Quando eu era criança, aprendi desde cedo uma frase: “dar sem lembrar, receber sem esquecer”.

Acho que por toda uma vida, sempre me acostumei a fazer mais pelos outros do que os outros faziam por mim. Mas como sempre segui a frase citada acima, a minha questão sempre foi focar em esquecer o que dou, e seguir em frente. Porque, na verdade, eu sempre me dediquei muito pelos outros, porque isso faz parte de mim e vendo de uma forma muito fria, eu faço porque eu quero. Eu acredito que quando alguém faz algo por nós não cria uma dívida, mas cria uma dádiva. 

Esse meu entendimento foi crucial no Japão, porque pela primeira vez em minha vida eu recebi muito mais do que eu dei. Quando você recebe uma ajuda, na grande maioria das vezes a pessoa não quer algo em troca, mas apenas o reconhecimento do seu entendimento que aquilo foi importante para você.

 

Tenugui que criei para presentear todas as pessoas que nos ajudaram em nossa estadia no Japão. O Kanji que está nele se lê “KANSHA” e uma tradução simples é
“gratidão”. O sensei na foto é Ishii sensei, 8° dan. Um dos principais nomes de Tokyo no que se refere ao ensino de Kata. 

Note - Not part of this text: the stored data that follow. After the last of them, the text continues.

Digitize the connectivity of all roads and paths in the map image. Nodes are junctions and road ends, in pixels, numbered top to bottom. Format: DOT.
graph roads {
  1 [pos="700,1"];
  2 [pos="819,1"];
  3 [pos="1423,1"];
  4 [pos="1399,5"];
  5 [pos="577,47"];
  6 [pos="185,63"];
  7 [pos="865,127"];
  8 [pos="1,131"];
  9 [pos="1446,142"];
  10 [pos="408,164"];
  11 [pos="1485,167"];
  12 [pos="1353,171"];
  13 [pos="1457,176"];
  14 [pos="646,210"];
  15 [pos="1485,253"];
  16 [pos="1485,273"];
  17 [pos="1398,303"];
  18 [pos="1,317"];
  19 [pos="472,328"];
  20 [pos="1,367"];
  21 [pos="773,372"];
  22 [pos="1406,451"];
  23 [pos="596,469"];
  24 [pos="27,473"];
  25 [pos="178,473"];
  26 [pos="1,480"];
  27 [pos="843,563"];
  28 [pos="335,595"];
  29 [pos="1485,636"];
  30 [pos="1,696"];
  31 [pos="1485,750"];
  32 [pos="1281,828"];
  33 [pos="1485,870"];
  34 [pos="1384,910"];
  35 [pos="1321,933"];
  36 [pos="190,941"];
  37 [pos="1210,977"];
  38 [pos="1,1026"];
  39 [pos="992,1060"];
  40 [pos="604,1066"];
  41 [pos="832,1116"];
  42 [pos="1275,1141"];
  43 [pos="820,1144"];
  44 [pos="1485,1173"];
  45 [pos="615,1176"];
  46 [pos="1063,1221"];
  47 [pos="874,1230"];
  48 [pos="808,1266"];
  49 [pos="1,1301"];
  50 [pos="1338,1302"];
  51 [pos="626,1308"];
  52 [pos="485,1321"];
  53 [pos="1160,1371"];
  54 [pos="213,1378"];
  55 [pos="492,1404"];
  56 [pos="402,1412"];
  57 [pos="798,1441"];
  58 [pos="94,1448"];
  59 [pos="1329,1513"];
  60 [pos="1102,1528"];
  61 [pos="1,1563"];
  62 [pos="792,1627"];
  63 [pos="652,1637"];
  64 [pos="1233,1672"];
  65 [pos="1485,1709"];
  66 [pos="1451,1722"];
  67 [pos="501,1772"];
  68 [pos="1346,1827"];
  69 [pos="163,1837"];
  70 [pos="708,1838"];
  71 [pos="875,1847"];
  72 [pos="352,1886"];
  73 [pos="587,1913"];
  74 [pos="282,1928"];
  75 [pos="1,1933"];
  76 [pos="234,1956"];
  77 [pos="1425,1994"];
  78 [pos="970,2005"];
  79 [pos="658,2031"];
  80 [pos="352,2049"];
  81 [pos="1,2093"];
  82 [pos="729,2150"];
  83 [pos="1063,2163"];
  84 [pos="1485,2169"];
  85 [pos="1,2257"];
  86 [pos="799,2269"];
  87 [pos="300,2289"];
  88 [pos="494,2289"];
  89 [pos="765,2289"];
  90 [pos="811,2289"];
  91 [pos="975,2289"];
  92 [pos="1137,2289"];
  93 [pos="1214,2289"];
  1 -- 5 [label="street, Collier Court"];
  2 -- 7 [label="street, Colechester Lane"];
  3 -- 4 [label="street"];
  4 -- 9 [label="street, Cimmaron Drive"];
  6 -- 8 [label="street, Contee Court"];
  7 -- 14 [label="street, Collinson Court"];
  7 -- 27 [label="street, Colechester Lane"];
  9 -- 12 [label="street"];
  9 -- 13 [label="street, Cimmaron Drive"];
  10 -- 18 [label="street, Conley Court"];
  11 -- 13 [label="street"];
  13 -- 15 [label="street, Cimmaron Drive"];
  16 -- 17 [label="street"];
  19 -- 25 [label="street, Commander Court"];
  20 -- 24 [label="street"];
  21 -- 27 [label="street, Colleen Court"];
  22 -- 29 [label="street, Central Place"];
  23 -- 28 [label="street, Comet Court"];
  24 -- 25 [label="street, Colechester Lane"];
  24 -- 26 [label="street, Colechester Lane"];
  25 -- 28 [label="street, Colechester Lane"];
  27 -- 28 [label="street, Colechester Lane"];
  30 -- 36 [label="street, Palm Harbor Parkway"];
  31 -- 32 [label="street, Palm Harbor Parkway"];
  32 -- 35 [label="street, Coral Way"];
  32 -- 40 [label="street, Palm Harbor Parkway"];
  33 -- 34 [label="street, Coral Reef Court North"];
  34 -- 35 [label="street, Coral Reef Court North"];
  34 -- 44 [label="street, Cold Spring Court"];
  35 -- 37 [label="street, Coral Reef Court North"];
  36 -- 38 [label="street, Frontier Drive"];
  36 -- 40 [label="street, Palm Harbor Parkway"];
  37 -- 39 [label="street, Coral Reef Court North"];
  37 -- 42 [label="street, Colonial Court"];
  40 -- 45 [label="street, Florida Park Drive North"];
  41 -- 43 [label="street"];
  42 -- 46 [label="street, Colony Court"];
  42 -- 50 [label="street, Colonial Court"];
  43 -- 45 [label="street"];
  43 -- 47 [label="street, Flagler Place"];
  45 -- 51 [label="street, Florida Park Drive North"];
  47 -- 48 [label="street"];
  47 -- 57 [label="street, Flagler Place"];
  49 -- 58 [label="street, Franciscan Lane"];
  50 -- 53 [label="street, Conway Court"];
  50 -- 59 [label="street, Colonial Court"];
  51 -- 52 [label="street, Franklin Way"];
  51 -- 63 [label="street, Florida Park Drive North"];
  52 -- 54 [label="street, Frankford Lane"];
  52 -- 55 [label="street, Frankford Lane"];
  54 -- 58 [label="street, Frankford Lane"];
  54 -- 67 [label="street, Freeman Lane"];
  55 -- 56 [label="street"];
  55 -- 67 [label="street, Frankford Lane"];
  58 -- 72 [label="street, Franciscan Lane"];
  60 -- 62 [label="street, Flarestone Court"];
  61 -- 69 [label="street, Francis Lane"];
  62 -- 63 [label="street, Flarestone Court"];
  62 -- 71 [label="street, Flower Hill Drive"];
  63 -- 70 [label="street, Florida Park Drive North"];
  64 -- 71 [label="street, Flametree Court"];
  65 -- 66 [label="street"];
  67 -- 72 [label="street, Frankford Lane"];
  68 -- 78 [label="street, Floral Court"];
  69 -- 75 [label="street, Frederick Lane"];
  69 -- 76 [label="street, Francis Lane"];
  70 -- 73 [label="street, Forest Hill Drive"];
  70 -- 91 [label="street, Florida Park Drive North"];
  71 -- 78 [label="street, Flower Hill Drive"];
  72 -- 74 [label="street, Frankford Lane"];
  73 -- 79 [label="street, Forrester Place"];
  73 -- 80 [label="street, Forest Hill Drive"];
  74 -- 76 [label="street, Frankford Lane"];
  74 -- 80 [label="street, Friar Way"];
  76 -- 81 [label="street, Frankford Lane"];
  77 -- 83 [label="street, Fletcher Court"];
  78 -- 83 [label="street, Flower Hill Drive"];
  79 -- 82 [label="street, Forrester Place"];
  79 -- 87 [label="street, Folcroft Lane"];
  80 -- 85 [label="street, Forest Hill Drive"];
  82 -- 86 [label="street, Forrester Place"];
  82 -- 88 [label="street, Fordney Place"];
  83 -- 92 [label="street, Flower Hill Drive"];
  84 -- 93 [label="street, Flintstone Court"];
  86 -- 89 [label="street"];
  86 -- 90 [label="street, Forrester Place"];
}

Eu tinha muitos objetivos no Japão, um deles era ser aprovada no meu exame de 6° dan. Esse processo já mobilizou muitas pessoas. Desde o momento que me senti sozinha e sem chão, até o momento de quando eu virei para olhar para trás e já existia uma multidão.

No Japão a forma como se dá o pertencimento de uma academia é diferente, porque como eu descrevi, acima tudo, se dá pela dinâmica da competição saudável. As academias no Japão tem o mesmo problema que no Brasil. Tem muitas pessoas diferentes treinando juntas e sempre se costuma dar prioridade para as crianças. E as academias também escolhem os eventos que vão se mobilizar, como por exemplo, exames e competições mais importantes. No meu caso, eu fazia parte do dojo do meu bairro para competir nas competições oficiais e distritais, e em paralelo, fazia parte de grupos de Kendo

Existem muitos grupos de Kendo no Japão que focam em diversas coisas diferentes. Em Tokyo existem dois grupos de keiko muito conhecidos, um é chamado Kent, que foca em um keiko mais livre e onde pessoas de todas as graduações podem participar. Eu já fui em treinos que o tsuki (estocada ao pescoço) era proibido porque tinham pessoas com graduação mais baixa no meio do grupo, e isso começou a me moldar muito quanto ao conceito de não machucar o outro, o sofrimento virá por outra via. O outro grupo se chama Hagakurey, também é muito cheio e foca em Kendo competitivo. As pessoas se encontram para treinar focadas em se desafiar, se preparando para as diversas competições que ocorrem em Tokyo pelos distritos, empresas, federações esportivas e estudantis. Os grupos se tornaram tão grandes que hoje em dia o Hagakurey conta com quase 1000 pessoas e já realiza competições abertas onde até a China participa, e muitos estrangeiros que treinam também no Japão.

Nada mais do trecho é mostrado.